Ah, Valentine’s Day – the day all of London goes out for dinner and then some of them get to have sex. Here’s who you can expect to be sat next to as you enjoy a compulsory romantic meal on February 14.
The still-smitten smoochers
You know the ones – hands held across the table, constant eye-contact and massive, passionate snogs like one of them is heading off to war or something whenever they nip to the bogs. Thankfully, they won’t be around long – she’s just done something frankly obscene with a spoonful of chocolate mousse and he’s frantically signalling for the bill.
Where you’ll see them: Some hot, new, high-turnover no-bookings joint, so they can get all this eating business over and done with and apply their saliva to each other instead.
The out-of-their-depth students
They’ve been together three months and four days now – a new record for both of them. Last week they even took the plunge and ‘made it official’ on social media. All of which means this meal is crucial – an opportunity to show each other their sophisticated sides by ordering the second-least-expensive bottle of wine and sharing food that doesn’t come in a foil tray. He’ll be paying, of course, especially after the excruciating bit where he asks the waitress to explain what ‘a la carte’ means.

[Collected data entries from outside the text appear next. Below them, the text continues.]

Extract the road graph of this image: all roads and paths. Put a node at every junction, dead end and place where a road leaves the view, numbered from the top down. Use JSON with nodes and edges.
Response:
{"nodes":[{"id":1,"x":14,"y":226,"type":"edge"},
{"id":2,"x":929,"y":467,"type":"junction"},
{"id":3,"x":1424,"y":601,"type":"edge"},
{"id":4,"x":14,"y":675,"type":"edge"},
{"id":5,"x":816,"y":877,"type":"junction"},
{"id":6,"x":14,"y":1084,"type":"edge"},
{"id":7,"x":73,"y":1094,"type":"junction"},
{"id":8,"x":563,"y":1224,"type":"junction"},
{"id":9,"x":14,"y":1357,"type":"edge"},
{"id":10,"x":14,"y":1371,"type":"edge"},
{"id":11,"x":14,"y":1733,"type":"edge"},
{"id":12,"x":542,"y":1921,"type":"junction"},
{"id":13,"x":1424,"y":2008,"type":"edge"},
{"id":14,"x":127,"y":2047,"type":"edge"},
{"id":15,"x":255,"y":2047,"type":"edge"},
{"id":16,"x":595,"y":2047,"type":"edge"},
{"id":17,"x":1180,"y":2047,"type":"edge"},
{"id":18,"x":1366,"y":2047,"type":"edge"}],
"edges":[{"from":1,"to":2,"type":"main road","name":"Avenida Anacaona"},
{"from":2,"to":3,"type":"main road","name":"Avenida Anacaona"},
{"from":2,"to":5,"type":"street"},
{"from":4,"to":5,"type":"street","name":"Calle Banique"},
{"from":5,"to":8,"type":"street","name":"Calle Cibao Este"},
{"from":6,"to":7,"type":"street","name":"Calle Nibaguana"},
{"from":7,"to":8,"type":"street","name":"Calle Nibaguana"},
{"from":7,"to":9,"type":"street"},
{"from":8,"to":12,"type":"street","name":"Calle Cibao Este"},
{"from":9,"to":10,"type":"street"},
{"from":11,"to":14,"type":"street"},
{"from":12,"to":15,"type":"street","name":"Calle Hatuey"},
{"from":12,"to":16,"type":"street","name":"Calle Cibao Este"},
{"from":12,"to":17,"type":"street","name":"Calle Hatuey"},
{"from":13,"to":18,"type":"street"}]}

Where you’ll see them: Somewhere pricey, posh and just a bit dull.
The ironic shit daters
Hey, Valentine’s is for wankers isn’t it? It’s all a big scam run by the greetings card companies, yeah? Fuck that shit! Let’s go somewhere really grotty just to show everyone we don’t need fancy stuff to enjoy each other’s company. Hey, remember curly fries? Let’s totally order some!
Where you’ll see them: Wimpy, or TGI Fridays, or Pizza Hut, or the Little Chef just off the M11 near Epping. Basically anywhere that’d looking fucking hilarious with an Instagram filter over it.
The unironic shit daters
February again? God, better book something for Valentine’s Day – otherwise it’ll be frosty silences for months. Let’s not push the boat out, though – we had that meal at the nice local bistro just before Christmas and even that ended in an angry TripAdvisor review. Play it safe. Tick the box. Then back to a lifetime of chilly resentment.
Where you’ll see them: Anywhere that permits you to replace half your pizza with a salad because you’re feeling fat.
The last-chance saloon-ers
Things got a bit complicated at Christmas when she found someone else’s tits on his iPhone, but, realising that moving out of their new one-bed flat would be a logistical bloody nightmare, they’ve agreed to ‘work through it’ and a calendar-enforced romantic meal is all part of the process. Whether they’ll still be together by summer is uncertain, but one thing’s for sure – they are DEFINITELY ordering the special heart-shaped chocolate dessert for two.
Where you’ll see them: Somewhere classy and polished, where nothing in the vicinity could potentially act as the perfect metaphor for their frankly knackered relationship. Probably Bob Bob Ricard.
The over-excited parents
The last 12 months have been a whirlwind of breastmilk and improbably viscous shit, but now, a year after surrendering their busy social calendar to the cruel whims of a permanently grumpy amalgamation of their DNA, it’s ‘us time’. The salad could have a waxing salon’s worth of pubes in it and they still wouldn’t complain, such is the fucking amazing time they’re finally having.
Where you’ll see them: Somewhere local – just in case the sitter calls to say junior’s caught on fire or something – and young, for the vicarious buzz of lives unspoilt by the burden of parenthood.
The couple who just can’t be arsed
A few years ago things were different – all roses and surprise bottles of champers. Today, they’ve fallen into routine, and Valentine’s is just another obstruction to a night on the sofa in comfortable trousers loling at memes. Thankfully, this is the twenty-first century, and escape from an actual personal encounter is only a touchscreen away. Thank fuck the waiter was happy to loan out his charger.
Where you’ll see them: Somewhere up high, with good mobile phone reception and a view they can pretend to be gazing at romantically when in fact they just can’t think of a single fucking thing to say to the person sat opposite them.